Check each line of the listing for the string "roads", count the lines that have it, and answer with that number only.

#### RAW DATA

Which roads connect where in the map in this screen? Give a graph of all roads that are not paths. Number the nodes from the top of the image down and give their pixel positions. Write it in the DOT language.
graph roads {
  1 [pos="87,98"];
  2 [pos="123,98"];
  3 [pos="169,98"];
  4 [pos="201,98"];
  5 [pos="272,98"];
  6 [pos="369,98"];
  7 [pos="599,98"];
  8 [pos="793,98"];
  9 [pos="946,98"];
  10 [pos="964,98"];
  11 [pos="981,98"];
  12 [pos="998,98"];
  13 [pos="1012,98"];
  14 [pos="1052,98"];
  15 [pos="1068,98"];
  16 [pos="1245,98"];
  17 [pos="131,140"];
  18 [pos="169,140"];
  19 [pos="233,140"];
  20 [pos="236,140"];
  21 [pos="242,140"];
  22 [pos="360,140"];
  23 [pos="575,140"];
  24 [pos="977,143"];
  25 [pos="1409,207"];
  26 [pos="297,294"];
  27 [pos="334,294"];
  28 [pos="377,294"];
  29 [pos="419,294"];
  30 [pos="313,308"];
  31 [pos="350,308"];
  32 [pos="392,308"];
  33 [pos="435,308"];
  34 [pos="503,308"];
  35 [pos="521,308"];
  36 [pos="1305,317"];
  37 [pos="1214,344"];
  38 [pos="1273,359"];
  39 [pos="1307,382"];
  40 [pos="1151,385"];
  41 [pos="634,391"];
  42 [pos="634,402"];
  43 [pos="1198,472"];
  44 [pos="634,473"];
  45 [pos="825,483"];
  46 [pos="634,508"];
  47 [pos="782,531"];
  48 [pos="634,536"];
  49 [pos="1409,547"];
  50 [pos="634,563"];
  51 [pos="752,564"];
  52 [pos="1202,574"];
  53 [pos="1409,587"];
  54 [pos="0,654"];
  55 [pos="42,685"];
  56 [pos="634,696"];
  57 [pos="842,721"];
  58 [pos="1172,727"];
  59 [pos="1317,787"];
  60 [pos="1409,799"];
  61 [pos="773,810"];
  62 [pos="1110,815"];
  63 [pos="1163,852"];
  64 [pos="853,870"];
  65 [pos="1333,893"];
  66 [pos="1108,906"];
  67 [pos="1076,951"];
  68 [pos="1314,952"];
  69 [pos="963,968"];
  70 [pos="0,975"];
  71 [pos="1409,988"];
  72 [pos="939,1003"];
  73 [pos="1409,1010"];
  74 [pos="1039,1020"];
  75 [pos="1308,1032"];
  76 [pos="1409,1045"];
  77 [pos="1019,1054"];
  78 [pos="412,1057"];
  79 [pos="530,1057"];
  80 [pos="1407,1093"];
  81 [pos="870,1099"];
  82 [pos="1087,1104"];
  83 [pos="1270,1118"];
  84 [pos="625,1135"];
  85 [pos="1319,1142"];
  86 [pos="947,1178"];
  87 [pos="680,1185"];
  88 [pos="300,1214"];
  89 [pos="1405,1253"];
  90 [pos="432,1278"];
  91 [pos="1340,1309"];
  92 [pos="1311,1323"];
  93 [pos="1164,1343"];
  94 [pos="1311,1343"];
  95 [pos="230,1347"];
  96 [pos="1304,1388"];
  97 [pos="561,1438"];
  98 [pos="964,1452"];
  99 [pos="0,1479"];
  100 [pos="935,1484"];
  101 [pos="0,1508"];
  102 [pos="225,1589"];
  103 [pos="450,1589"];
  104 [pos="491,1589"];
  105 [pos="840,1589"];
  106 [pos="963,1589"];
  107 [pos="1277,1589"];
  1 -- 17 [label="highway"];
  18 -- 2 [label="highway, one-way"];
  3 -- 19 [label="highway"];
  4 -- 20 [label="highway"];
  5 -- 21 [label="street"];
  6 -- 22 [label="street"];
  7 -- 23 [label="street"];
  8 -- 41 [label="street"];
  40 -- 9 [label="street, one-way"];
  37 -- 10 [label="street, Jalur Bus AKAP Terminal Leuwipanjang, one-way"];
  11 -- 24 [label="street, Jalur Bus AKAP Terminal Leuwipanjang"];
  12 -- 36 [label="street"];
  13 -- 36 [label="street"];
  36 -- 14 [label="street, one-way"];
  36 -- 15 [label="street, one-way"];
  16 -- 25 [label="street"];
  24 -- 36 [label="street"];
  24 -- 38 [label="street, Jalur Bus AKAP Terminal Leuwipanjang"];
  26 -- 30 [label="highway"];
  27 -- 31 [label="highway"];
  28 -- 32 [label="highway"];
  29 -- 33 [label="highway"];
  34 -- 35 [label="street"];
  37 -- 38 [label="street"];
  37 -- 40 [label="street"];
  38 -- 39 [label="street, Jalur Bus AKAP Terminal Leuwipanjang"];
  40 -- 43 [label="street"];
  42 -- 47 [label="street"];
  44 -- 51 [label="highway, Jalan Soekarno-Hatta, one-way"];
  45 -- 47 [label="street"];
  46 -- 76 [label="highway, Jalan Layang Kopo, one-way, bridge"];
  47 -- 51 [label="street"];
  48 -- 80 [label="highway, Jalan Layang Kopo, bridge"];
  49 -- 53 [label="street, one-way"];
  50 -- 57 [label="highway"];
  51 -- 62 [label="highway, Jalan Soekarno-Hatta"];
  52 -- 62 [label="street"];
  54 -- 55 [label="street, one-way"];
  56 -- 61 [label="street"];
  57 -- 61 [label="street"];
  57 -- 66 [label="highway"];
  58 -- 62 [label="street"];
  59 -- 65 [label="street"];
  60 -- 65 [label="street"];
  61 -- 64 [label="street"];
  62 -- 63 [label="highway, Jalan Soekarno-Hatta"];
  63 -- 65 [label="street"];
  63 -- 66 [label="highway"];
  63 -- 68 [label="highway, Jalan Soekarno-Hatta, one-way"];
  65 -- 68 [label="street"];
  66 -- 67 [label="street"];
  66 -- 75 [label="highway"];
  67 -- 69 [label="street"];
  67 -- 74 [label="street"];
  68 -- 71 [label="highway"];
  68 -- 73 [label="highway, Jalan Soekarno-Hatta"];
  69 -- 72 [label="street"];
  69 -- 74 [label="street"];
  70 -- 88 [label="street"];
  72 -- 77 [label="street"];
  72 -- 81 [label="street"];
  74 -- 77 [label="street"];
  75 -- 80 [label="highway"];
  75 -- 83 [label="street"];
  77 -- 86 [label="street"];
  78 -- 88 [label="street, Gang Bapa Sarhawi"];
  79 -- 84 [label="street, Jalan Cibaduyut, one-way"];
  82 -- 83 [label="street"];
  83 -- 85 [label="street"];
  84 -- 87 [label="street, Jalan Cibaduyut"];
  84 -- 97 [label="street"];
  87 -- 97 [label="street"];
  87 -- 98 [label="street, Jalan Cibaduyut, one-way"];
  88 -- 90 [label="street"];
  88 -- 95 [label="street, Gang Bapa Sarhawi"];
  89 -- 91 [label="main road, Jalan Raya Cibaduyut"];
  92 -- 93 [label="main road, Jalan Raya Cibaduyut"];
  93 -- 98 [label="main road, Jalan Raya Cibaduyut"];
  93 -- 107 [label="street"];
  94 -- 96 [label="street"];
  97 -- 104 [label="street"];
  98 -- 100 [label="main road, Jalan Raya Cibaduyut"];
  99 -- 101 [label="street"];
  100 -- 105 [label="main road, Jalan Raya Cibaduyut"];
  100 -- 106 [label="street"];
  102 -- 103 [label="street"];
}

########

■ RESULT OF THIS EXERCISE
2